[Records drawn from a dataset]
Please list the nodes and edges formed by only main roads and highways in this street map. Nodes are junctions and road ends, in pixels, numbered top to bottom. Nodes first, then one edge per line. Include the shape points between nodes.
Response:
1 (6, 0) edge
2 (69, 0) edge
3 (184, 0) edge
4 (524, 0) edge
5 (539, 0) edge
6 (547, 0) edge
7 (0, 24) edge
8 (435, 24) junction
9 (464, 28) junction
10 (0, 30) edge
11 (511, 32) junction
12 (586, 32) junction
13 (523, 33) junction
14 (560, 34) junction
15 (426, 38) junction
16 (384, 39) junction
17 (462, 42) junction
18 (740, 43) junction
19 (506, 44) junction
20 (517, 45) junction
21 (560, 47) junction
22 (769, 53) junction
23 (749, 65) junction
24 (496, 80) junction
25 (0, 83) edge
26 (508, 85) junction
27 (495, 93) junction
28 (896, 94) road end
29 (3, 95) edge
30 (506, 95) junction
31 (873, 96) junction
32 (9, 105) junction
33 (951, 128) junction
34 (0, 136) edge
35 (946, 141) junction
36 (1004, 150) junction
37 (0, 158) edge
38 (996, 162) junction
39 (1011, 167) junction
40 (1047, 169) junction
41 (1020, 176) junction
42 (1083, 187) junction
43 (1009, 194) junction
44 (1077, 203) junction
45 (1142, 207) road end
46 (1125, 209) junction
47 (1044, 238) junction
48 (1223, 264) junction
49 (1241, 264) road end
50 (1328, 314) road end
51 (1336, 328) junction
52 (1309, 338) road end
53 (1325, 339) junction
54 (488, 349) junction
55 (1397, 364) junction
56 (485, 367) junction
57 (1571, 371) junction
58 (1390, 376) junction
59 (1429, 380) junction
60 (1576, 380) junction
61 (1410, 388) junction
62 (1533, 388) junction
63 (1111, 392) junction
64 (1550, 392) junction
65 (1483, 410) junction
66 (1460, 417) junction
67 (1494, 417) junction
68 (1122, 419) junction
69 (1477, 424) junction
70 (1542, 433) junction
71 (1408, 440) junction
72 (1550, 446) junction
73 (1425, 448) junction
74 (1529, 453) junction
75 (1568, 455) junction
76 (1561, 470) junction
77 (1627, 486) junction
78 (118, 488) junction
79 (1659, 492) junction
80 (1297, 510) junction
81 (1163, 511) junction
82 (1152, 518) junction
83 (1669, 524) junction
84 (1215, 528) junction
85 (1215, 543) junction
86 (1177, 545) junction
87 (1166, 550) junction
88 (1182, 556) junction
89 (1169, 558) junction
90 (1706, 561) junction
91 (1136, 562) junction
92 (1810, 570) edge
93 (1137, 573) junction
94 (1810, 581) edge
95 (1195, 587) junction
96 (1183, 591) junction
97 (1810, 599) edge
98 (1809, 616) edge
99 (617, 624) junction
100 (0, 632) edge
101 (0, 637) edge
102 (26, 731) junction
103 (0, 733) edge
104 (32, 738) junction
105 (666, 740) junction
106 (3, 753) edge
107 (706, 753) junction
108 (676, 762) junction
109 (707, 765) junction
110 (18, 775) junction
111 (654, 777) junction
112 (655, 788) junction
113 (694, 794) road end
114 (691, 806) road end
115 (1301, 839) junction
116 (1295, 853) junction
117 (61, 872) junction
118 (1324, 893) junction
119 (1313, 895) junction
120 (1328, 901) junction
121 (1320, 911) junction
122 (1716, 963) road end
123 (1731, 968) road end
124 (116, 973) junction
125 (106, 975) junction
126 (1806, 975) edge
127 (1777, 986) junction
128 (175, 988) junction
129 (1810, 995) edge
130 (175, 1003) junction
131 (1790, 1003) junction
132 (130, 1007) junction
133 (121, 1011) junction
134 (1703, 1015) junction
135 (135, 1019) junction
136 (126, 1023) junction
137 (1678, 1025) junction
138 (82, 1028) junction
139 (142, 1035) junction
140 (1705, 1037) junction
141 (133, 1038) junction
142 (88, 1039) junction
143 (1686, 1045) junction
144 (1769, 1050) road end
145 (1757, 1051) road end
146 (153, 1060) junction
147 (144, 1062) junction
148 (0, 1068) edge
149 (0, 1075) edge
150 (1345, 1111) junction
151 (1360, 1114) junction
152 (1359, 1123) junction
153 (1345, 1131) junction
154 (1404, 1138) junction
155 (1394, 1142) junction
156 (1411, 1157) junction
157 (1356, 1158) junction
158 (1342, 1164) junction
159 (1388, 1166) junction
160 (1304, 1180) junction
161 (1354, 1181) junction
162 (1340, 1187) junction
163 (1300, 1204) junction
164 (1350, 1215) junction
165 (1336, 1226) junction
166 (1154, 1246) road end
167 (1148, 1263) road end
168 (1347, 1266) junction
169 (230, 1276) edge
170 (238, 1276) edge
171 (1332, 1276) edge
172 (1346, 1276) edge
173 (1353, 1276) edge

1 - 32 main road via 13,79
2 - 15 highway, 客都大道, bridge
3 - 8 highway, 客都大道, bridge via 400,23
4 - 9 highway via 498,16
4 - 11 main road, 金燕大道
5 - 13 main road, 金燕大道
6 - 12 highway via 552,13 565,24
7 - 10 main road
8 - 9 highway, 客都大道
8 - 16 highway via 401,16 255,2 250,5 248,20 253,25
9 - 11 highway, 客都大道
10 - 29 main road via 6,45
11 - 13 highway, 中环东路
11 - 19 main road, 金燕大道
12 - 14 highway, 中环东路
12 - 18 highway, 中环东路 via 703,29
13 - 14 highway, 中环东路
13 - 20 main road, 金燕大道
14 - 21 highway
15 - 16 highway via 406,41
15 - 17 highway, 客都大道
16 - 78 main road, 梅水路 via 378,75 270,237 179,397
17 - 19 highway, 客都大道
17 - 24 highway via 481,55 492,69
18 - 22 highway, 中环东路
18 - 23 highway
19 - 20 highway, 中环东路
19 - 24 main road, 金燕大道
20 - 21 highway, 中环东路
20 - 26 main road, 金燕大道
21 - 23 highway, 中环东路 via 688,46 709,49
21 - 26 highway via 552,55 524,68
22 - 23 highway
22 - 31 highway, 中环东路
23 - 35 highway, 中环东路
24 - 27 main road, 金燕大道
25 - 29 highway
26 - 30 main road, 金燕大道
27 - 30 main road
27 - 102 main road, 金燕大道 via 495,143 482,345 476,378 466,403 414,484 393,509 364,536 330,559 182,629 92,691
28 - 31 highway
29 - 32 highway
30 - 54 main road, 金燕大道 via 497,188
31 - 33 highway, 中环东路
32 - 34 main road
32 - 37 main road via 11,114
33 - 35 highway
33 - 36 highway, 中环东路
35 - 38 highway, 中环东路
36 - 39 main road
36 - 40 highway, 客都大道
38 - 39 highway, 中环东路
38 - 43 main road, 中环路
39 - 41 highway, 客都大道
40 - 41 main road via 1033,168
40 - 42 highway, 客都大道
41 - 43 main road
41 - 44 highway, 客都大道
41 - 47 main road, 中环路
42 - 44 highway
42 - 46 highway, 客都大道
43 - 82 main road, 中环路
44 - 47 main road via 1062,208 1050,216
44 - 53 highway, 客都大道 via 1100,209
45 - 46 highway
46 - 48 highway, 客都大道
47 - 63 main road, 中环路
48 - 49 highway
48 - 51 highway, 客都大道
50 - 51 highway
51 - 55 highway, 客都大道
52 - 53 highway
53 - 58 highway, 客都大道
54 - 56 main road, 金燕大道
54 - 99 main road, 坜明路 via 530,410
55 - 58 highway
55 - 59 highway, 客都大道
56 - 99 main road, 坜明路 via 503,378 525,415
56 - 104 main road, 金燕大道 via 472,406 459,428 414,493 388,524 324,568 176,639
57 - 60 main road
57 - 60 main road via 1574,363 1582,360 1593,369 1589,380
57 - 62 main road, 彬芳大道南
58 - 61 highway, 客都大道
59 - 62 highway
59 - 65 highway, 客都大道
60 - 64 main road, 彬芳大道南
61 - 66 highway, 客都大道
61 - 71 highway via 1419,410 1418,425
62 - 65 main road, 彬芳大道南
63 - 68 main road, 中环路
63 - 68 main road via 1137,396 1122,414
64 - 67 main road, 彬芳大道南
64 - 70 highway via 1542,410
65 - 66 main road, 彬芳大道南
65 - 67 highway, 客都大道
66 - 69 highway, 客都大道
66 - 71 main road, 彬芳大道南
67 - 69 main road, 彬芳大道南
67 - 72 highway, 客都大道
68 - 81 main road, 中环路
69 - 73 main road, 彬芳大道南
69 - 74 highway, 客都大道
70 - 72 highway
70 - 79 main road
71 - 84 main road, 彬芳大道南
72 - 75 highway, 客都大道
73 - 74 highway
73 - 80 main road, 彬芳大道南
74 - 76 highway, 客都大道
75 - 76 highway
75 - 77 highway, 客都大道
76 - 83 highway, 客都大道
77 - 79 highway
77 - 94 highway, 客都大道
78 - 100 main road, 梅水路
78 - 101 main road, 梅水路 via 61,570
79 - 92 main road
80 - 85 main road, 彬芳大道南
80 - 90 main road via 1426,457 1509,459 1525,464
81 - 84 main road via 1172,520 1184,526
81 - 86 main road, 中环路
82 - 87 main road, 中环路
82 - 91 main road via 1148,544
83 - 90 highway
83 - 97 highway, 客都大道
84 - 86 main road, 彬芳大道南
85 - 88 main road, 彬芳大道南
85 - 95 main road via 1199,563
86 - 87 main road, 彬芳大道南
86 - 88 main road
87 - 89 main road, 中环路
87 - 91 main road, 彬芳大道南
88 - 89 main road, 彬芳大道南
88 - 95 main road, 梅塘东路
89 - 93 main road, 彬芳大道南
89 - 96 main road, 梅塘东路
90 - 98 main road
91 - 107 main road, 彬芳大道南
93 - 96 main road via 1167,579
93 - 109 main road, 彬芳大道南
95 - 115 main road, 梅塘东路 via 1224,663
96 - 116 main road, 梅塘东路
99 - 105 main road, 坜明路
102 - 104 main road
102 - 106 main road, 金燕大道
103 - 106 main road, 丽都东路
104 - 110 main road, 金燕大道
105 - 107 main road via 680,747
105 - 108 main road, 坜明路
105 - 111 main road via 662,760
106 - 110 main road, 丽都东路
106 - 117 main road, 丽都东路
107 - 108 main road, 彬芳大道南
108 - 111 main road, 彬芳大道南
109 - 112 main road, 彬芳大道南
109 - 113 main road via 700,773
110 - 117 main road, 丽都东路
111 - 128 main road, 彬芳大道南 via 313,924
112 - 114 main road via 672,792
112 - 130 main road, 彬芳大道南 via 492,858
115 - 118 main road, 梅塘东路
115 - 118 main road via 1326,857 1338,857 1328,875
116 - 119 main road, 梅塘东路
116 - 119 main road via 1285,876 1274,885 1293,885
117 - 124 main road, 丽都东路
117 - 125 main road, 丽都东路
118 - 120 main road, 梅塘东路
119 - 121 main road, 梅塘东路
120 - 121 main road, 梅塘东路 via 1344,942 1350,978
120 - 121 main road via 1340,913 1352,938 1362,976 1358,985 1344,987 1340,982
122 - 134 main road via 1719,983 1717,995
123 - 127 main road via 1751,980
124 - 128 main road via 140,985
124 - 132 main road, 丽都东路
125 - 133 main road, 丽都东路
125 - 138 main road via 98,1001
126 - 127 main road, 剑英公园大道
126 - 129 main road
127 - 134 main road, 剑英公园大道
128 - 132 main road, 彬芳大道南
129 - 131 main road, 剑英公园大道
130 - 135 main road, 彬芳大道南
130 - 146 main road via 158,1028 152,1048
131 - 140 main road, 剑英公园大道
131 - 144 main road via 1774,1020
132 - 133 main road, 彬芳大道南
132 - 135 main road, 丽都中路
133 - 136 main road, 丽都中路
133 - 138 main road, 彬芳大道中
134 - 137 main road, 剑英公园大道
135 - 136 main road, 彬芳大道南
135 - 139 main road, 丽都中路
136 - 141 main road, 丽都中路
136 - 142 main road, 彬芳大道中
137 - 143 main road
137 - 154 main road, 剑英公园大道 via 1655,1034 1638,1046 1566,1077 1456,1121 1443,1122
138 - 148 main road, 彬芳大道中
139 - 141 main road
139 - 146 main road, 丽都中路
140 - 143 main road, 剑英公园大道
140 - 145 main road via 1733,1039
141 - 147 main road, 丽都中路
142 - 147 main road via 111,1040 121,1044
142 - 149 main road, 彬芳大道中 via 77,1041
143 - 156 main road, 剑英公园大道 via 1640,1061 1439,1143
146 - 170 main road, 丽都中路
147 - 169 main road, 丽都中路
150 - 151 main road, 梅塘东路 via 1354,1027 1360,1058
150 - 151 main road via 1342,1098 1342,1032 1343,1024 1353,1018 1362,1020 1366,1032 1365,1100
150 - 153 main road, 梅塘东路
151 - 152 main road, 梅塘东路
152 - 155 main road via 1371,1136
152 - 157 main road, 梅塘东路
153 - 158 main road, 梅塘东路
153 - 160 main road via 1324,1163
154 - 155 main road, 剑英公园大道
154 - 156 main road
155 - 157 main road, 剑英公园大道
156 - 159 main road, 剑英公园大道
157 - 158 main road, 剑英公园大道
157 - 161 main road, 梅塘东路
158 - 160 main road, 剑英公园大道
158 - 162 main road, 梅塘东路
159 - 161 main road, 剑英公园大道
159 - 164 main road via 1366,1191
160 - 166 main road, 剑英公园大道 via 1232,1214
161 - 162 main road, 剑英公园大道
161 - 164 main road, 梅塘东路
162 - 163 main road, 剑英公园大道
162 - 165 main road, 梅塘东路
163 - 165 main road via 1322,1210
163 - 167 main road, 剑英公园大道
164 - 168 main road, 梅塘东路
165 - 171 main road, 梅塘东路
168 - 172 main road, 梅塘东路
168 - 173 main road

WHAT THIS TASK INVOLVES => Spot every line in the entries that includes the word "bridge", and copy each one out.

TASK OUTPUT =>
2 - 15 highway, 客都大道, bridge
3 - 8 highway, 客都大道, bridge via 400,23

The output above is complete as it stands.